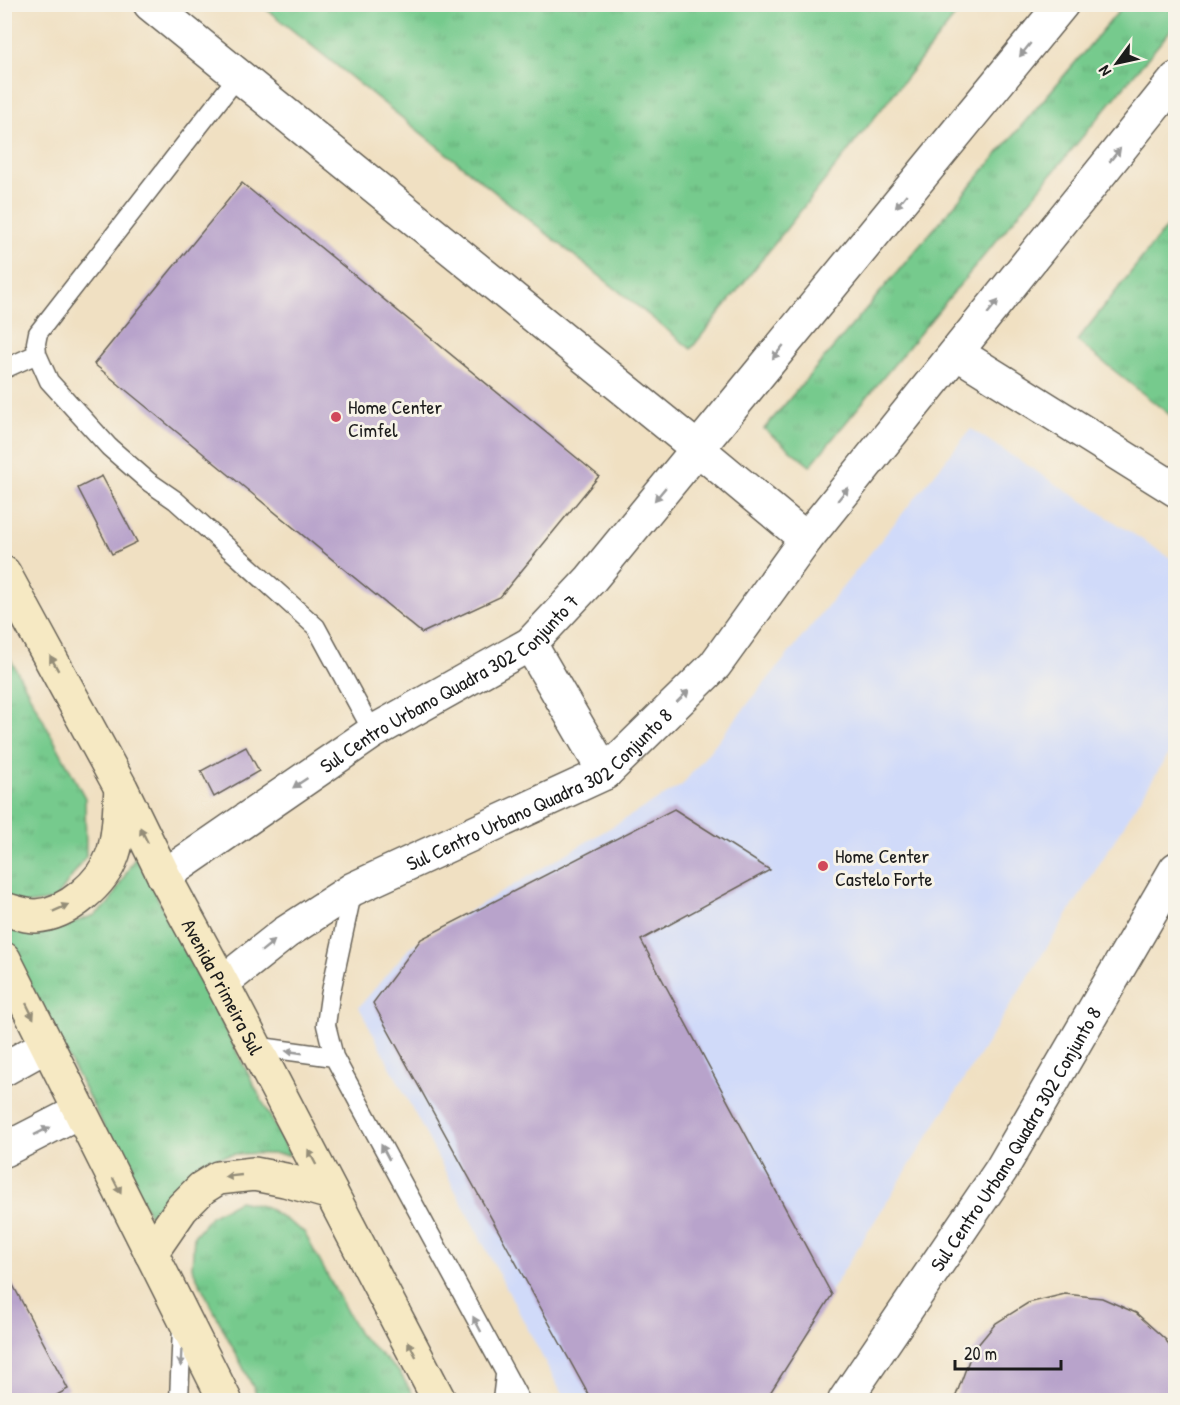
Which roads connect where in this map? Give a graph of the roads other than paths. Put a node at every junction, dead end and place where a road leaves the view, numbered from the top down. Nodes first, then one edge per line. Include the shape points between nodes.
1 (150, 4) edge
2 (1062, 4) edge
3 (238, 76) junction
4 (1176, 79) edge
5 (957, 353) junction
6 (37, 354) junction
7 (7, 365) edge
8 (698, 449) junction
9 (1176, 490) edge
10 (806, 539) junction
11 (4, 573) edge
12 (530, 644) junction
13 (374, 732) junction
14 (604, 773) junction
15 (121, 788) junction
16 (1176, 869) edge
17 (164, 876) junction
18 (353, 889) junction
19 (4, 909) edge
20 (4, 959) edge
21 (222, 983) junction
22 (47, 1045) junction
23 (254, 1046) junction
24 (334, 1057) junction
25 (4, 1069) edge
26 (80, 1111) junction
27 (4, 1150) edge
28 (330, 1193) junction
29 (151, 1253) junction
30 (182, 1315) junction
31 (505, 1375) junction
32 (178, 1401) edge
33 (225, 1401) edge
34 (439, 1401) edge
35 (501, 1401) edge
36 (520, 1401) edge
37 (845, 1401) edge

1 - 3 street
2 -> 8 street, Sul Centro Urbano Quadra 302 Conjunto 7
3 - 6 lane via 38,333
3 - 8 street
5 -> 4 street, Sul Centro Urbano Quadra 302 Conjunto 8
5 - 9 street
10 -> 5 street, Sul Centro Urbano Quadra 302 Conjunto 8
6 - 7 lane
6 - 13 lane via 49,381 109,447 175,500 316,627
8 - 10 street
8 -> 12 street, Sul Centro Urbano Quadra 302 Conjunto 7 via 591,579
14 -> 10 street, Sul Centro Urbano Quadra 302 Conjunto 8 via 715,665
15 -> 11 main road, Avenida Primeira Sul
12 - 13 street, Sul Centro Urbano Quadra 302 Conjunto 7
12 - 14 street
13 -> 17 street, Sul Centro Urbano Quadra 302 Conjunto 7
14 - 18 street, Sul Centro Urbano Quadra 302 Conjunto 8
17 -> 15 main road, Avenida Primeira Sul
19 -> 15 main road via 38,916 72,903 88,891 113,853
16 - 37 street, Sul Centro Urbano Quadra 302 Conjunto 8 via 1001,1170
17 - 21 main road, Avenida Primeira Sul
21 -> 18 street, Sul Centro Urbano Quadra 302 Conjunto 8 via 285,933
18 - 24 lane via 326,1025
20 -> 22 main road
21 - 23 main road, Avenida Primeira Sul
22 - 25 street
22 - 26 main road
24 -> 23 lane
28 -> 23 main road, Avenida Primeira Sul
31 -> 24 lane
27 -> 26 street
26 -> 29 main road
28 -> 29 main road via 254,1174 218,1178 182,1208
34 -> 28 main road, Avenida Primeira Sul
29 - 30 main road
30 -> 32 lane
30 - 33 main road
31 - 35 lane
31 - 36 lane

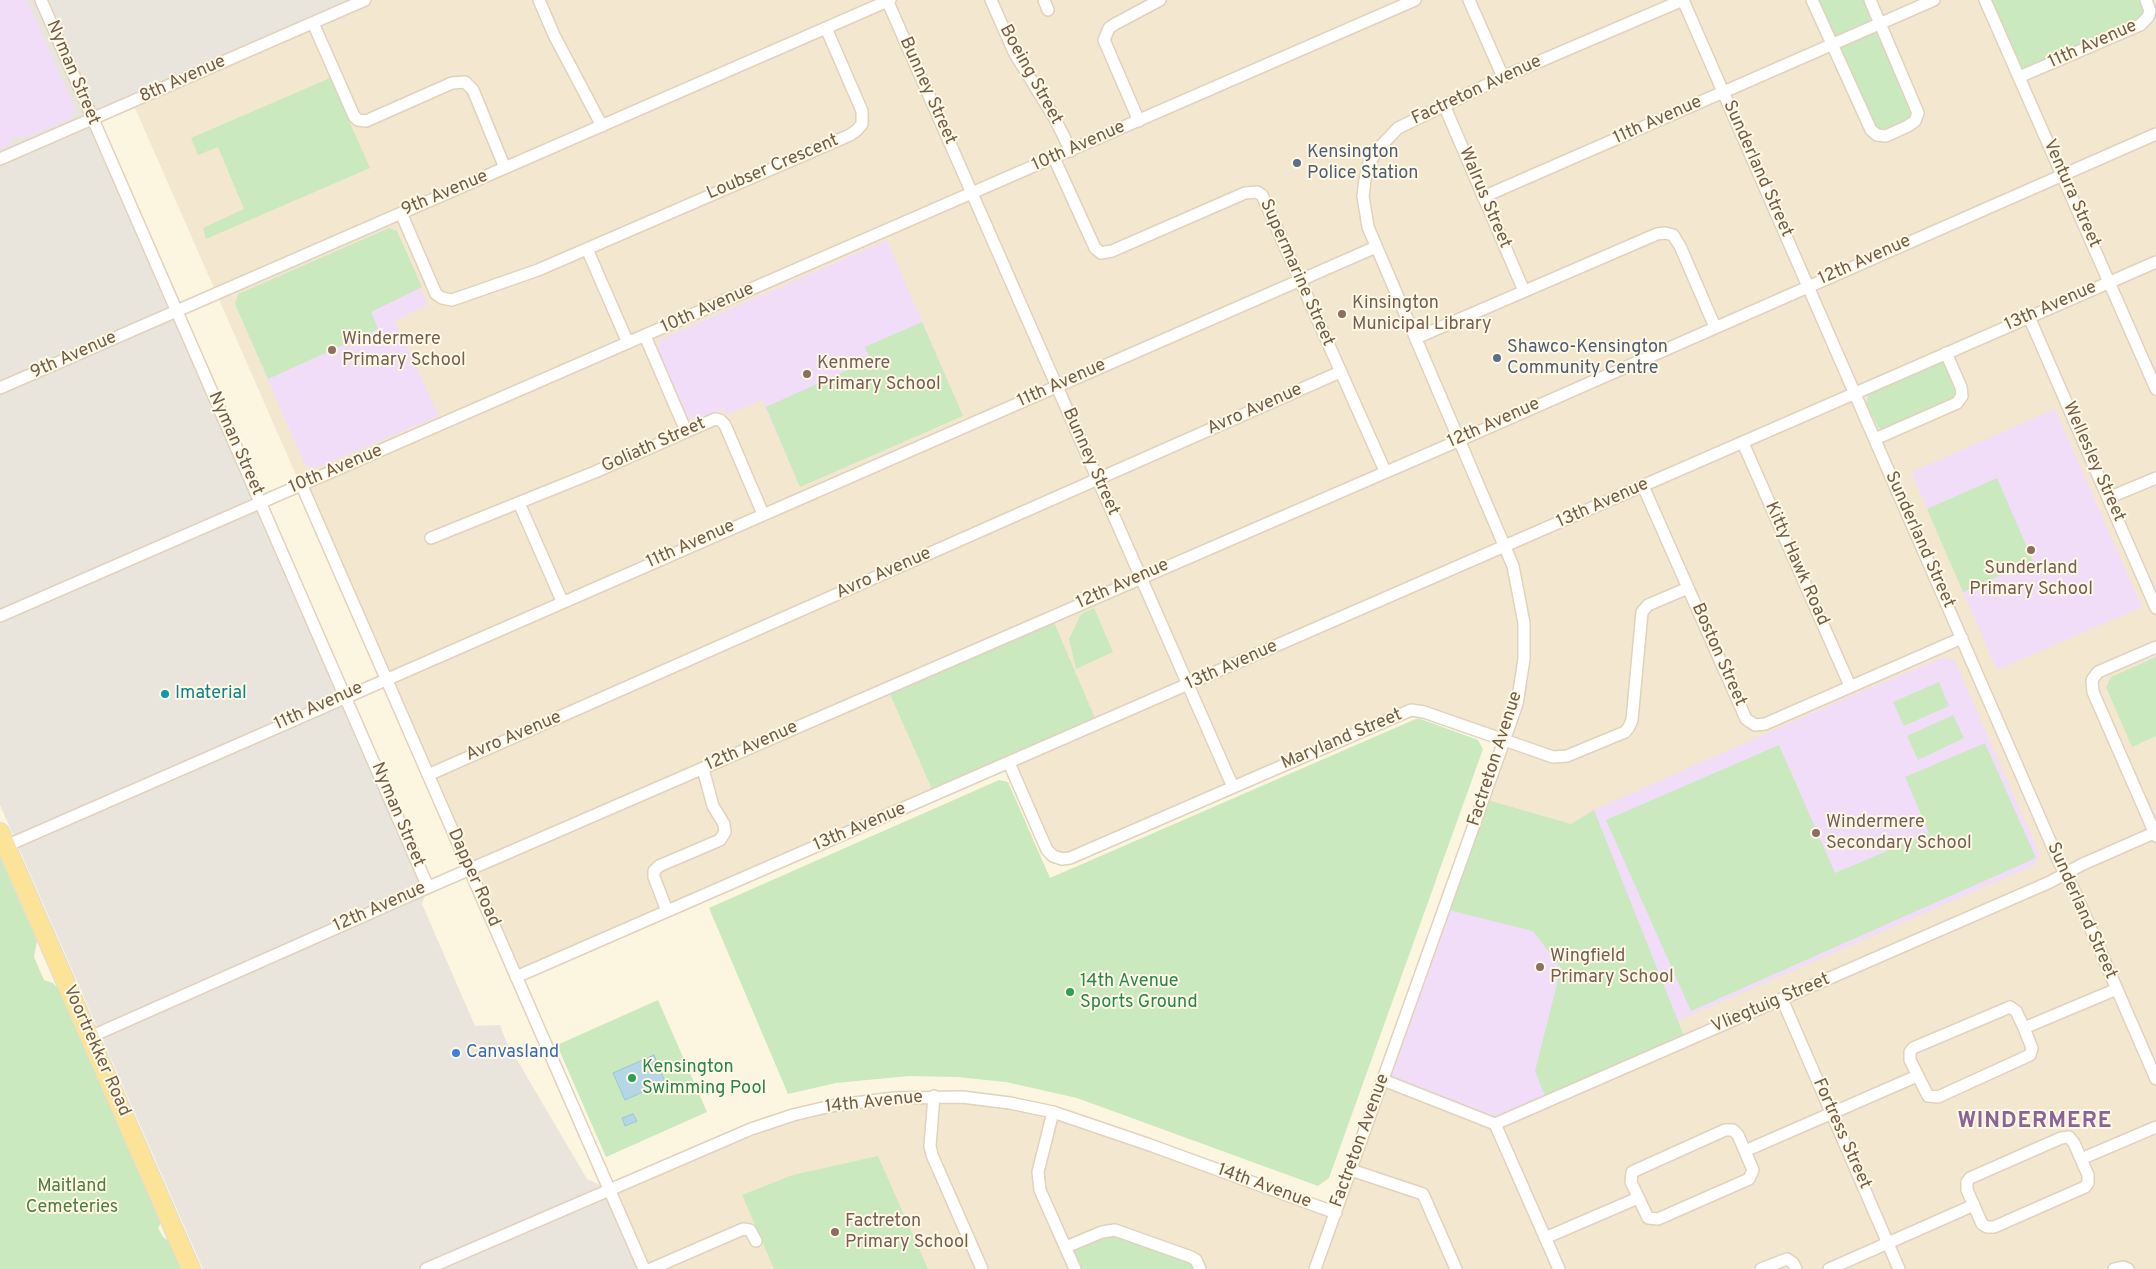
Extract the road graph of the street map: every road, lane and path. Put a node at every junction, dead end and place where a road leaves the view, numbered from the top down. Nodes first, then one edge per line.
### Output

□ □ □

Return the listing above in an exact copy that leaves out the images.

Which roads connect where in this map? Give a graph of the roads other than paths. Put a node at every junction, dead end and place where a road leaves the view, numbered from the top down. Nodes first, then one edge per line. Include the shape points between nodes.
1 (150, 4) edge
2 (1062, 4) edge
3 (238, 76) junction
4 (1176, 79) edge
5 (957, 353) junction
6 (37, 354) junction
7 (7, 365) edge
8 (698, 449) junction
9 (1176, 490) edge
10 (806, 539) junction
11 (4, 573) edge
12 (530, 644) junction
13 (374, 732) junction
14 (604, 773) junction
15 (121, 788) junction
16 (1176, 869) edge
17 (164, 876) junction
18 (353, 889) junction
19 (4, 909) edge
20 (4, 959) edge
21 (222, 983) junction
22 (47, 1045) junction
23 (254, 1046) junction
24 (334, 1057) junction
25 (4, 1069) edge
26 (80, 1111) junction
27 (4, 1150) edge
28 (330, 1193) junction
29 (151, 1253) junction
30 (182, 1315) junction
31 (505, 1375) junction
32 (178, 1401) edge
33 (225, 1401) edge
34 (439, 1401) edge
35 (501, 1401) edge
36 (520, 1401) edge
37 (845, 1401) edge

1 - 3 street
2 -> 8 street, Sul Centro Urbano Quadra 302 Conjunto 7
3 - 6 lane via 38,333
3 - 8 street
5 -> 4 street, Sul Centro Urbano Quadra 302 Conjunto 8
5 - 9 street
10 -> 5 street, Sul Centro Urbano Quadra 302 Conjunto 8
6 - 7 lane
6 - 13 lane via 49,381 109,447 175,500 316,627
8 - 10 street
8 -> 12 street, Sul Centro Urbano Quadra 302 Conjunto 7 via 591,579
14 -> 10 street, Sul Centro Urbano Quadra 302 Conjunto 8 via 715,665
15 -> 11 main road, Avenida Primeira Sul
12 - 13 street, Sul Centro Urbano Quadra 302 Conjunto 7
12 - 14 street
13 -> 17 street, Sul Centro Urbano Quadra 302 Conjunto 7
14 - 18 street, Sul Centro Urbano Quadra 302 Conjunto 8
17 -> 15 main road, Avenida Primeira Sul
19 -> 15 main road via 38,916 72,903 88,891 113,853
16 - 37 street, Sul Centro Urbano Quadra 302 Conjunto 8 via 1001,1170
17 - 21 main road, Avenida Primeira Sul
21 -> 18 street, Sul Centro Urbano Quadra 302 Conjunto 8 via 285,933
18 - 24 lane via 326,1025
20 -> 22 main road
21 - 23 main road, Avenida Primeira Sul
22 - 25 street
22 - 26 main road
24 -> 23 lane
28 -> 23 main road, Avenida Primeira Sul
31 -> 24 lane
27 -> 26 street
26 -> 29 main road
28 -> 29 main road via 254,1174 218,1178 182,1208
34 -> 28 main road, Avenida Primeira Sul
29 - 30 main road
30 -> 32 lane
30 - 33 main road
31 - 35 lane
31 - 36 lane

Extract the road graph of the street map: every road, lane and path. Put a node at every junction, dead end and place where a road leaves the view, numbered from the top down. Nodes first, then one edge per line.
### Output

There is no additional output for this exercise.